## Try it:
Comb the records below for the string "Tamsi" and copy each line where it turns up.

Source data Block Start

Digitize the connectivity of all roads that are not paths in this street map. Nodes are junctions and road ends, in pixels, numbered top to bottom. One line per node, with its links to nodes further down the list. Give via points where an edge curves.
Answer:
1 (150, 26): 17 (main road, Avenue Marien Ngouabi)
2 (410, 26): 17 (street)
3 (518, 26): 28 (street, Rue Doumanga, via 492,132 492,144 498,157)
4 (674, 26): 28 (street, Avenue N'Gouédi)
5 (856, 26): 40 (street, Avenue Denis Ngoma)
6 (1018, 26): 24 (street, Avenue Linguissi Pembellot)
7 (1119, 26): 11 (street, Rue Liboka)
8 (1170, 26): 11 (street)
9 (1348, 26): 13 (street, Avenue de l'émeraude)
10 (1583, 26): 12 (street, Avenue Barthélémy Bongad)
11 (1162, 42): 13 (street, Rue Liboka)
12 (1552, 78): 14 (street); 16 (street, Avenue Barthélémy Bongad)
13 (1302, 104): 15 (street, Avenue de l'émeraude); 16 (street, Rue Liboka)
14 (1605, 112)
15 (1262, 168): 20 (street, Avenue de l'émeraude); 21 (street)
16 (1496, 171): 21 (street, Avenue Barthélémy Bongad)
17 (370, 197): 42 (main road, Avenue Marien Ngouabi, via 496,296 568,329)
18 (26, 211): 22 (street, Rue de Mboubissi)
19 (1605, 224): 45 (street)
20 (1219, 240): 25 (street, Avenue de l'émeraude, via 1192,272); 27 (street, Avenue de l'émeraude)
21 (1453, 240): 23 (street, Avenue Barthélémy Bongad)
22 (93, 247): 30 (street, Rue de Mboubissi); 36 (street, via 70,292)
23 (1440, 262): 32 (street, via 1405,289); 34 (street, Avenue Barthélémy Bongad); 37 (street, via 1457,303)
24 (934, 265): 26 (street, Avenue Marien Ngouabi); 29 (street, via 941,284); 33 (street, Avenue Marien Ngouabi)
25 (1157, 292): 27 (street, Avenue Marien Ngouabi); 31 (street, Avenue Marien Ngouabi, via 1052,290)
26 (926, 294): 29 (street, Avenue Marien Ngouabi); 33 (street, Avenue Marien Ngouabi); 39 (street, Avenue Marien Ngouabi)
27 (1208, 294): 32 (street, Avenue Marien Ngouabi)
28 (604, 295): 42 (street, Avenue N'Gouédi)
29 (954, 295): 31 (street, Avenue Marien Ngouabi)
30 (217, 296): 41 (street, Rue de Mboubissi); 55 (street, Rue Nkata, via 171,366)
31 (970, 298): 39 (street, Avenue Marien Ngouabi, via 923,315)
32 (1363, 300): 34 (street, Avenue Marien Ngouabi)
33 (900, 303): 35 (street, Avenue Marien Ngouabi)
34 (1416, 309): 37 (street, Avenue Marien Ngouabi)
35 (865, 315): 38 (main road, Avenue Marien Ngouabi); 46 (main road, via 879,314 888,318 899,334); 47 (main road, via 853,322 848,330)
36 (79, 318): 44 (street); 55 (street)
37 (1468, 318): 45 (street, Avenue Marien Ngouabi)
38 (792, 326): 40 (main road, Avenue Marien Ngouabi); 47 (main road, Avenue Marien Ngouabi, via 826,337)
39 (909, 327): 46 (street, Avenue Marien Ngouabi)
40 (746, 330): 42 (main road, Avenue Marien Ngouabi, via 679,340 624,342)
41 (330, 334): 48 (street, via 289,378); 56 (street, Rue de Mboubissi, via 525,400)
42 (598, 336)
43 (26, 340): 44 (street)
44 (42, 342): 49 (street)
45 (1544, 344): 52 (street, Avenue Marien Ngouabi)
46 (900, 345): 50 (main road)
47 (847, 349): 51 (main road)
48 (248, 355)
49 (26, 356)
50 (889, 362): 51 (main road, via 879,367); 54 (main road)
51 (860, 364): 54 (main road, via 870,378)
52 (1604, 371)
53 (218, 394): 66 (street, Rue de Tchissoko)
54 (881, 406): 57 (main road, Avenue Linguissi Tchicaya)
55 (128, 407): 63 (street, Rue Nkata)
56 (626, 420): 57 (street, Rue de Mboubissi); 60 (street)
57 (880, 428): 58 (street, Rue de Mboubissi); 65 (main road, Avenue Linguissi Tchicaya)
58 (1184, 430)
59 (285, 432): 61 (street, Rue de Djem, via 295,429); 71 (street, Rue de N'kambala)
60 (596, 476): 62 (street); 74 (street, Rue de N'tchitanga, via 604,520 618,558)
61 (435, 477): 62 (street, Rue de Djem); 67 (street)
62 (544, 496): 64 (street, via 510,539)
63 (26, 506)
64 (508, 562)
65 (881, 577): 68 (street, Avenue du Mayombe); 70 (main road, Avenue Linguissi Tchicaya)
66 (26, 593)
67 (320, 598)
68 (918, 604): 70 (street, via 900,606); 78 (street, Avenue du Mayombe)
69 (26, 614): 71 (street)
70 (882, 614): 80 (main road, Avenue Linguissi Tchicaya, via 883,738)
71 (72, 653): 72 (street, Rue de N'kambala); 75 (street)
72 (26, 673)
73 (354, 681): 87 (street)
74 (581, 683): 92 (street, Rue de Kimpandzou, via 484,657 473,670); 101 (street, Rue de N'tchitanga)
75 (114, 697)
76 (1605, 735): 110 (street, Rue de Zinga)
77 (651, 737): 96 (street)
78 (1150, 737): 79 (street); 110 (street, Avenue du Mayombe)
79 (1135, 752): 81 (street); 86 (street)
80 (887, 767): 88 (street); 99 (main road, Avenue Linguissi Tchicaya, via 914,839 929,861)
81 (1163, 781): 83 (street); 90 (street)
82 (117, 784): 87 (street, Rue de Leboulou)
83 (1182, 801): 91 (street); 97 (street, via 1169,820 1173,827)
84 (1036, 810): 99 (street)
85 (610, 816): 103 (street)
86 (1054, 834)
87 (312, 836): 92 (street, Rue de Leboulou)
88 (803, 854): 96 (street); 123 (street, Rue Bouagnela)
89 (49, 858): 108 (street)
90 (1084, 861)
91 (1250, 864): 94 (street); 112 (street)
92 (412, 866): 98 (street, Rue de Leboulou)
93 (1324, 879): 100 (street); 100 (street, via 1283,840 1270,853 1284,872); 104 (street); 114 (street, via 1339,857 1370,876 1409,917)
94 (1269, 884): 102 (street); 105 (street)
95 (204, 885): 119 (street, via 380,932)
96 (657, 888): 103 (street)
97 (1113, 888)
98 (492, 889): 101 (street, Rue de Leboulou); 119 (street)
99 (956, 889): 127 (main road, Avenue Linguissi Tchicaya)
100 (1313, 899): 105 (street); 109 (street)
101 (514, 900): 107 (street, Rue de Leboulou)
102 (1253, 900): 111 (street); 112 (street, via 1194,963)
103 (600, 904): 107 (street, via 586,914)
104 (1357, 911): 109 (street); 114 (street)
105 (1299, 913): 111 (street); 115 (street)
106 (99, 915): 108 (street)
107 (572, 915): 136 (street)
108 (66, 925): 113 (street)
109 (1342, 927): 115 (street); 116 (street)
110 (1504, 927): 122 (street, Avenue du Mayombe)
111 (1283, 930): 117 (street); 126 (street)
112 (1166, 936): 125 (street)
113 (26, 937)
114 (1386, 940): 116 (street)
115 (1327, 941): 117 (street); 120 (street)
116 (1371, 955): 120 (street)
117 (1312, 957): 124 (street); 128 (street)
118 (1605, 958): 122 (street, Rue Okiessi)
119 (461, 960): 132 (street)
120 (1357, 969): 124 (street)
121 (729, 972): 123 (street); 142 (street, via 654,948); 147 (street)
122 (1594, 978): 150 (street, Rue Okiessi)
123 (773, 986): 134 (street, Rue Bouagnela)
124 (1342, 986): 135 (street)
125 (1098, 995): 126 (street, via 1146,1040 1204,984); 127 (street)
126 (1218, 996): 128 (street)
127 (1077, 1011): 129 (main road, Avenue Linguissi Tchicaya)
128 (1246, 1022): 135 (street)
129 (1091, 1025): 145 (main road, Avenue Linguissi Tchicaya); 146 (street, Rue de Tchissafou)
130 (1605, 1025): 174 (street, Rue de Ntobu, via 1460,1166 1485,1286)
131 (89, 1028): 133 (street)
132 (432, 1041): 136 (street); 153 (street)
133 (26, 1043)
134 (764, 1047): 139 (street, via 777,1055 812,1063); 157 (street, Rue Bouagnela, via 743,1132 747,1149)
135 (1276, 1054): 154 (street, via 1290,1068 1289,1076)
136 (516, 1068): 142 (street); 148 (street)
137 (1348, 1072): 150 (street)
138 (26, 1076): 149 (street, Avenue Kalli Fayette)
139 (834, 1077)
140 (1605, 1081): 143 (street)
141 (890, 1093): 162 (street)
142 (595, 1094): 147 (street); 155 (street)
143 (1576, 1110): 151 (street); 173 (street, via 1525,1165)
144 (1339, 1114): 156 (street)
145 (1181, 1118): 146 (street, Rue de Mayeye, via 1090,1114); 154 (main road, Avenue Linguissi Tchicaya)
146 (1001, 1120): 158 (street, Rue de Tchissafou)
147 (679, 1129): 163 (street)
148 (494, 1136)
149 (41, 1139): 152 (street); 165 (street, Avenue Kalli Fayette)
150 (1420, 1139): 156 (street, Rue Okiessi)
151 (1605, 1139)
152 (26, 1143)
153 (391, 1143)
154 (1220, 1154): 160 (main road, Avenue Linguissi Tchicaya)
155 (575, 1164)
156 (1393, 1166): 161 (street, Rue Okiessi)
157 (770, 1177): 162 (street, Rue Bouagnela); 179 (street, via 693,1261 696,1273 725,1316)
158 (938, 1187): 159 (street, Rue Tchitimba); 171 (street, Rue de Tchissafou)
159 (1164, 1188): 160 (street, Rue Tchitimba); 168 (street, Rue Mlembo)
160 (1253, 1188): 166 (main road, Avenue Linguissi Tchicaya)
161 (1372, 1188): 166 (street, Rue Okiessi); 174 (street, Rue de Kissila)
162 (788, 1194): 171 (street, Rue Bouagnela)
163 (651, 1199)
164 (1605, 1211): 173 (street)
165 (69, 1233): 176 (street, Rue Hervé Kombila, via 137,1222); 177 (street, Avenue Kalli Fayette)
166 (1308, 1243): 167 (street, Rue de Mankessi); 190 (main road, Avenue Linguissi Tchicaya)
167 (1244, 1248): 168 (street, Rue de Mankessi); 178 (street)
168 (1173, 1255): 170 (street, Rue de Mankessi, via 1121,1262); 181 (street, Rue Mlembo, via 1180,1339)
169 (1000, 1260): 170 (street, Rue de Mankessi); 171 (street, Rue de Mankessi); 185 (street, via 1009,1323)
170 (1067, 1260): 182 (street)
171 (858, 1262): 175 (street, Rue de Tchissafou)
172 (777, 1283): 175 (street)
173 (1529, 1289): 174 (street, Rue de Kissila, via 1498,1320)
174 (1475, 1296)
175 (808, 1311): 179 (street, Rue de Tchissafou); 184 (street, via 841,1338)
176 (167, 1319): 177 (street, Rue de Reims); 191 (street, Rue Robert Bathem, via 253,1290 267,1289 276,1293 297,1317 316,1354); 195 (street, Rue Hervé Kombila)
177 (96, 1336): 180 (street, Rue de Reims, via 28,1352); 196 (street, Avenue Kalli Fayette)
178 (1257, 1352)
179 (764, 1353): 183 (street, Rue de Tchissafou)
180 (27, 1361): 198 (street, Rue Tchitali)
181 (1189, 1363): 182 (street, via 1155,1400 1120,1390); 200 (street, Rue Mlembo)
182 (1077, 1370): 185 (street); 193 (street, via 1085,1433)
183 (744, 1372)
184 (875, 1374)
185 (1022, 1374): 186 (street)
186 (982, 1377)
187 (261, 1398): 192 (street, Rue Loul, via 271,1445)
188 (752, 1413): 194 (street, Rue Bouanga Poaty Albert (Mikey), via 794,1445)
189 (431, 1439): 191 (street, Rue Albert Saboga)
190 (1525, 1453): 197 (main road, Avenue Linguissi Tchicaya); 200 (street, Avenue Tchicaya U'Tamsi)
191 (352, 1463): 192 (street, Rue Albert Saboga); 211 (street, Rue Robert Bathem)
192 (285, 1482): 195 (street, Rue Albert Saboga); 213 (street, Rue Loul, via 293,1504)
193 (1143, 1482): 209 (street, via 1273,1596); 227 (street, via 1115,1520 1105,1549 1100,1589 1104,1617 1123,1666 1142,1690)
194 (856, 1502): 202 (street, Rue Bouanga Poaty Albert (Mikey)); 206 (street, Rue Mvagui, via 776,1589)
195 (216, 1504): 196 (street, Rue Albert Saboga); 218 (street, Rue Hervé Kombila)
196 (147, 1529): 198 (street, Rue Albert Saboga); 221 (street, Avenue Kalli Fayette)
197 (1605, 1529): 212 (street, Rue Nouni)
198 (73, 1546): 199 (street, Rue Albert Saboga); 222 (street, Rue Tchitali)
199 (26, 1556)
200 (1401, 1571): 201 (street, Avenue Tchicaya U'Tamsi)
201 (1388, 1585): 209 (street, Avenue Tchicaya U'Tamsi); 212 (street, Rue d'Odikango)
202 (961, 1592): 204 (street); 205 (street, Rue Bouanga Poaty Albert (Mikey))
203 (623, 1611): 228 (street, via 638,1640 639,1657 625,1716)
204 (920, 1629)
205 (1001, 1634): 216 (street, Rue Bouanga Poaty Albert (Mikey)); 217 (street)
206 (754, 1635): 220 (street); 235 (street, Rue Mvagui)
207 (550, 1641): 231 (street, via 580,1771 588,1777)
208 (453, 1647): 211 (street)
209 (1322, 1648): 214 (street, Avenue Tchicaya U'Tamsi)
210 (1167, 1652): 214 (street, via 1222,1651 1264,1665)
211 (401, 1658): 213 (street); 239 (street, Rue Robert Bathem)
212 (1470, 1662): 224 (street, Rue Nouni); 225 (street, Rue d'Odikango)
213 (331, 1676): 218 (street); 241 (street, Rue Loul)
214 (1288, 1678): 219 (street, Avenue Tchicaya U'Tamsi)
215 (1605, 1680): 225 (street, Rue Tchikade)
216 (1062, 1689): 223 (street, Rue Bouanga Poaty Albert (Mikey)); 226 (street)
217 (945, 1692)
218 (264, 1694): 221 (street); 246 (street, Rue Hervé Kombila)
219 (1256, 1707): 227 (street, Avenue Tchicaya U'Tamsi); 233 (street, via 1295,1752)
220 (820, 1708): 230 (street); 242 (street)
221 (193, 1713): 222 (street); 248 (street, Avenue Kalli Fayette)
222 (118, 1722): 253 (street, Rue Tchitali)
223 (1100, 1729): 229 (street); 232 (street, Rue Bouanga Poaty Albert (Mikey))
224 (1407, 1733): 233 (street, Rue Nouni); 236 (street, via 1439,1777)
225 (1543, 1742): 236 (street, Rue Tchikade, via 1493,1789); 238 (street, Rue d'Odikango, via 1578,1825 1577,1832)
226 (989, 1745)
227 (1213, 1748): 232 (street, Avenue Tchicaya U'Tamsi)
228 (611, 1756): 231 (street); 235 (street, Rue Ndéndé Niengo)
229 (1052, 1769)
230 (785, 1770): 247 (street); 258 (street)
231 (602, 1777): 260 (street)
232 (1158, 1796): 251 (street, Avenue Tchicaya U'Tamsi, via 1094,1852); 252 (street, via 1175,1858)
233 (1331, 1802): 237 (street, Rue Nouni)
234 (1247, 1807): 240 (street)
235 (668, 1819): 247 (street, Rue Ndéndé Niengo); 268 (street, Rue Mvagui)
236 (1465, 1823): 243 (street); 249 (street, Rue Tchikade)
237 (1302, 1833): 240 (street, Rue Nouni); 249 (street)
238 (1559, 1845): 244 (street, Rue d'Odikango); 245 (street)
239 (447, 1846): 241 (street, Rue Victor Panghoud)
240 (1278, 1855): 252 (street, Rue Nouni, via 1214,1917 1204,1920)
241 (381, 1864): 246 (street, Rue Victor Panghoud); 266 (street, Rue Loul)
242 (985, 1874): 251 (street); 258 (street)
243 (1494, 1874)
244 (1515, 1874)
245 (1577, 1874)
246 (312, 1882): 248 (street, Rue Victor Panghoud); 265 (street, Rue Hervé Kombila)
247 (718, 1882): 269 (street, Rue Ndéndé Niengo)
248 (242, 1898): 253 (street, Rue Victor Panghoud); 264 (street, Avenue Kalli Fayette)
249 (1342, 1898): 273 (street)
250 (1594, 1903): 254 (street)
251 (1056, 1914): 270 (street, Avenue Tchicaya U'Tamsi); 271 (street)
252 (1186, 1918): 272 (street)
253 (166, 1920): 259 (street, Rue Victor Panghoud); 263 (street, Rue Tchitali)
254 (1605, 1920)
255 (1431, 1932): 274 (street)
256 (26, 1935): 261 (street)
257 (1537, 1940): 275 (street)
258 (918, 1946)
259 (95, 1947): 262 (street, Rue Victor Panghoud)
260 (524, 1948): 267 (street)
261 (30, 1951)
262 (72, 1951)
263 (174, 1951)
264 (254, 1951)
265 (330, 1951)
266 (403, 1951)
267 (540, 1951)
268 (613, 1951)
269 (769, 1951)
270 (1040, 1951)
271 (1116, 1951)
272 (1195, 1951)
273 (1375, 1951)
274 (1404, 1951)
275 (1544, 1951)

Source data Block End

## Result for this task:
190 (1525, 1453): 197 (main road, Avenue Linguissi Tchicaya); 200 (street, Avenue Tchicaya U'Tamsi)
200 (1401, 1571): 201 (street, Avenue Tchicaya U'Tamsi)
201 (1388, 1585): 209 (street, Avenue Tchicaya U'Tamsi); 212 (street, Rue d'Odikango)
209 (1322, 1648): 214 (street, Avenue Tchicaya U'Tamsi)
214 (1288, 1678): 219 (street, Avenue Tchicaya U'Tamsi)
219 (1256, 1707): 227 (street, Avenue Tchicaya U'Tamsi); 233 (street, via 1295,1752)
227 (1213, 1748): 232 (street, Avenue Tchicaya U'Tamsi)
232 (1158, 1796): 251 (street, Avenue Tchicaya U'Tamsi, via 1094,1852); 252 (street, via 1175,1858)
251 (1056, 1914): 270 (street, Avenue Tchicaya U'Tamsi); 271 (street)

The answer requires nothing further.